Cette semaine, France Télévision a basculé vers un modèle qui exclut à nouveau la publicité aux heures de grande audience.

Lorsque le Président Sarkozy a annoncé le projet de supprimer la manne publicitaire de France Télé chacun a pu penser en toute logique qu’il s’agissait encore une fois de privilégier quelques amis du PAF privé sans chercher à analyser les causes profondes de la situation. Et je constate, pour avoir assisté au Théâtre de la Colline à un débat (Mediapart et Reporters Sans Frontières) des plus intéressants sur la liberté de la presse et des principes démocratiques qui la fondent, que les discours s’éparpillent et ne recouvrent pas les réalités économiques et les bouleversements auxquelles sont confrontés les chaînes de Télévision.

Et pourtant je vous donne un seul chiffre: désormais, les jeunes de 15-25 passent environ 4 heures quotidiennes devant internet (dont seul Facebook une cinquantaine de minutes à raison de 8 connexions par jour {sources Médiamétrie}). Il est bien évident que le temps où un jeune s’affalait devant son écran de télé avec coca-bière et burger pendant toute une soirée est loin derrière.

Les bascules d’audience se font de plus en plus vite selon les tranches d’âges et sans doute que celles qui se situent au delà des 60 ans et plus seront les derniers touchés par cette lame de fond.

Mais globalement entre l’atomisation du paysage audiovisuel due à la multiplication des chaînes et l’arrivée massive d’internet haut débit (2002) on tient les causes essentielles de la désaffection des audiences télé. Je dis sans doute, parce qu’à Design et Typo il n’y a pas d’expert, seulement une veille critique et lucide des tendances lourdes de notre environnement visuel.

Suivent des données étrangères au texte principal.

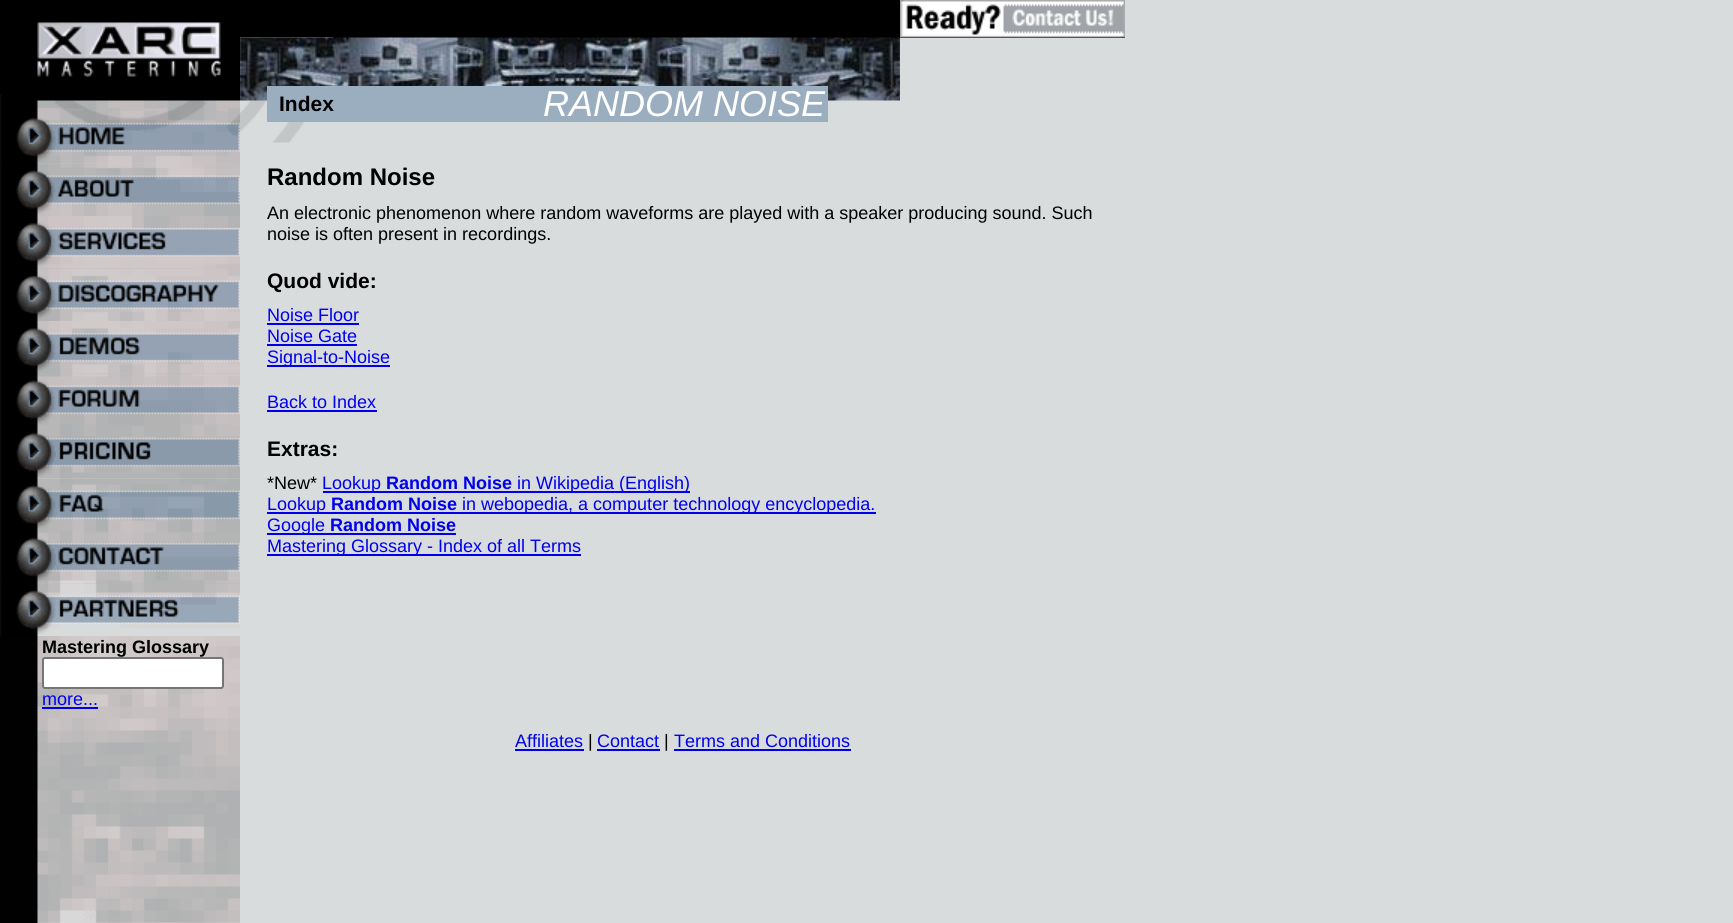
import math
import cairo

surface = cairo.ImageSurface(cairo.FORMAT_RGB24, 1733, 923)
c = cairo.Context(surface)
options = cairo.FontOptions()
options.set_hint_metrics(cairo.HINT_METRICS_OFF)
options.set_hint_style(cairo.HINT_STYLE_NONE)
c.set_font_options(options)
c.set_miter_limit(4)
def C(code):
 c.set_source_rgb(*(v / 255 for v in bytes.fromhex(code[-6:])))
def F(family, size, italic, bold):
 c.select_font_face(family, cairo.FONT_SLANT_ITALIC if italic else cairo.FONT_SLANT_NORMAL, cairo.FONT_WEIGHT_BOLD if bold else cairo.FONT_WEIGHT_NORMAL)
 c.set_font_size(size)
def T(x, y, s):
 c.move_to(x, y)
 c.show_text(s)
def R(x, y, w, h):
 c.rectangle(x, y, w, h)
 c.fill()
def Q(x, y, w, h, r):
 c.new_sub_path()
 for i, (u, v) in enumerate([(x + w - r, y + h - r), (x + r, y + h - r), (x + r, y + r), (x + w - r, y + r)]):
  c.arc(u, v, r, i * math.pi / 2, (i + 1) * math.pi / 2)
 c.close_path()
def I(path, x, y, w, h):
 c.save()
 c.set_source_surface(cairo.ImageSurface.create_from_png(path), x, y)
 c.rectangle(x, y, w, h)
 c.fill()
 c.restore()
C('d8dcdd')
c.paint()
I('1.png',0,163,240,760)
C('000000')
R(240,0,885,38)
I('2.png',900,0,225,38)
I('3.png',240,37,93,106)
I('4.png',240,37,660,64)
C('9baebf')
R(267,86,561,36)
F('Liberation Sans',21,0,1)
C('000000')
T(279,111,'Index')
F('Liberation Sans',36,1,0)
C('ffffff')
T(543,116,'RANDOM NOISE')
F('Liberation Sans',24,0,1)
C('000000')
T(267,185,'Random Noise')
F('Liberation Sans',18,0,0)
T(267,219,'An electronic phenomenon where random waveforms are played with a speaker producing sound. Such')
T(267,240,'noise is often present in recordings.')
F('Liberation Sans',21,0,1)
T(267,288,'Quod vide:')
F('Liberation Sans',18,0,0)
C('0000ee')
T(267,321,'Noise Floor')
R(267,323,92,2)
T(267,342,'Noise Gate')
R(267,344,90,2)
R(267,365,123,2)
T(267,363,'Signal-to-Noise')
T(267,408,'Back to Index')
R(267,410,110,2)
F('Liberation Sans',21,0,1)
C('000000')
T(267,456,'Extras:')
F('Liberation Sans',18,0,0)
T(267,489,'*New*')
C('0000ee')
R(323,491,367,2)
T(322,489,'Lookup')
F('Liberation Sans',18,0,1)
T(386,489,'Random Noise')
F('Liberation Sans',18,0,0)
T(517,489,'in Wikipedia (English)')
R(267,512,609,2)
T(267,510,'Lookup')
F('Liberation Sans',18,0,1)
T(331,510,'Random Noise')
F('Liberation Sans',18,0,0)
T(462,510,'in webopedia, a computer technology encyclopedia.')
R(267,533,189,2)
T(267,531,'Google')
F('Liberation Sans',18,0,1)
T(330,531,'Random Noise')
R(267,554,314,2)
F('Liberation Sans',18,0,0)
T(267,552,'Mastering Glossary - Index of all Terms')
I('5.png',0,0,240,111)
I('6.png',0,111,240,53)
I('7.png',0,163,240,53)
I('8.png',0,216,240,53)
I('9.png',0,268,240,53)
I('10.png',0,321,240,53)
I('11.png',0,373,240,53)
I('12.png',0,426,240,53)
I('13.png',0,478,240,53)
I('14.png',0,531,240,53)
I('15.png',0,583,240,53)
F('Liberation Sans',18,0,1)
C('000000')
T(42,653,'Mastering Glossary')
C('ffffff')
Q(43,658,180,30,2)
c.fill_preserve()
C('767676')
c.stroke()
F('Liberation Sans',18,0,0)
C('0000ee')
T(42,705,'more...')
R(42,707,56,2)
T(515,747,'Affiliates')
R(515,749,69,2)
C('000000')
T(588,747,'|')
C('0000ee')
T(597,747,'Contact')
R(597,749,63,2)
C('000000')
T(664,747,'|')
C('0000ee')
T(674,747,'Terms and Conditions')
R(674,749,177,2)
surface.write_to_png('o.png')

Et ces tendances on a pu les voir arriver en masse dès lors que la télévision a cherché à imiter les pages internet. Regardez les écrans ci-dessous. Le rôle prépondérant que jouent les bandeaux, les prompteurs d’infos qui défilent, pendant que le présentateur égrène les nouvelles du soir.

Les gens de la télé ont compris la richesse des pages écrans d’internet. Ils cherchent désormais à en utiliser les ressorts, en faisant défiler un flux (presque du RSS) continu de news dans des bandeaux qui se superposent à l’image principale. Bloomberg (voir la vidéo ci-dessous) avait déjà initié cette scénographie depuis plusieurs années, mais là, les télévisions du monde entier s’y mettent. Croyant, sinon stopper l’hémoragie d’audience, en tous cas donner l’illusion au téléspectateur qu’il est devant un écran interchangeable entre l’internet et la télé. Oubliant seulement que ces jeunes dont nous parlions tout à l’heure ouvrent les flux de télé avec VLC et travaillent leurs cours en même temps qu’ils regardent une fenêtre de Desperate Housewives (et ici) et qu’ils chattent sur MSN ou Skype, tout en consultant leurs messages sur Facebook.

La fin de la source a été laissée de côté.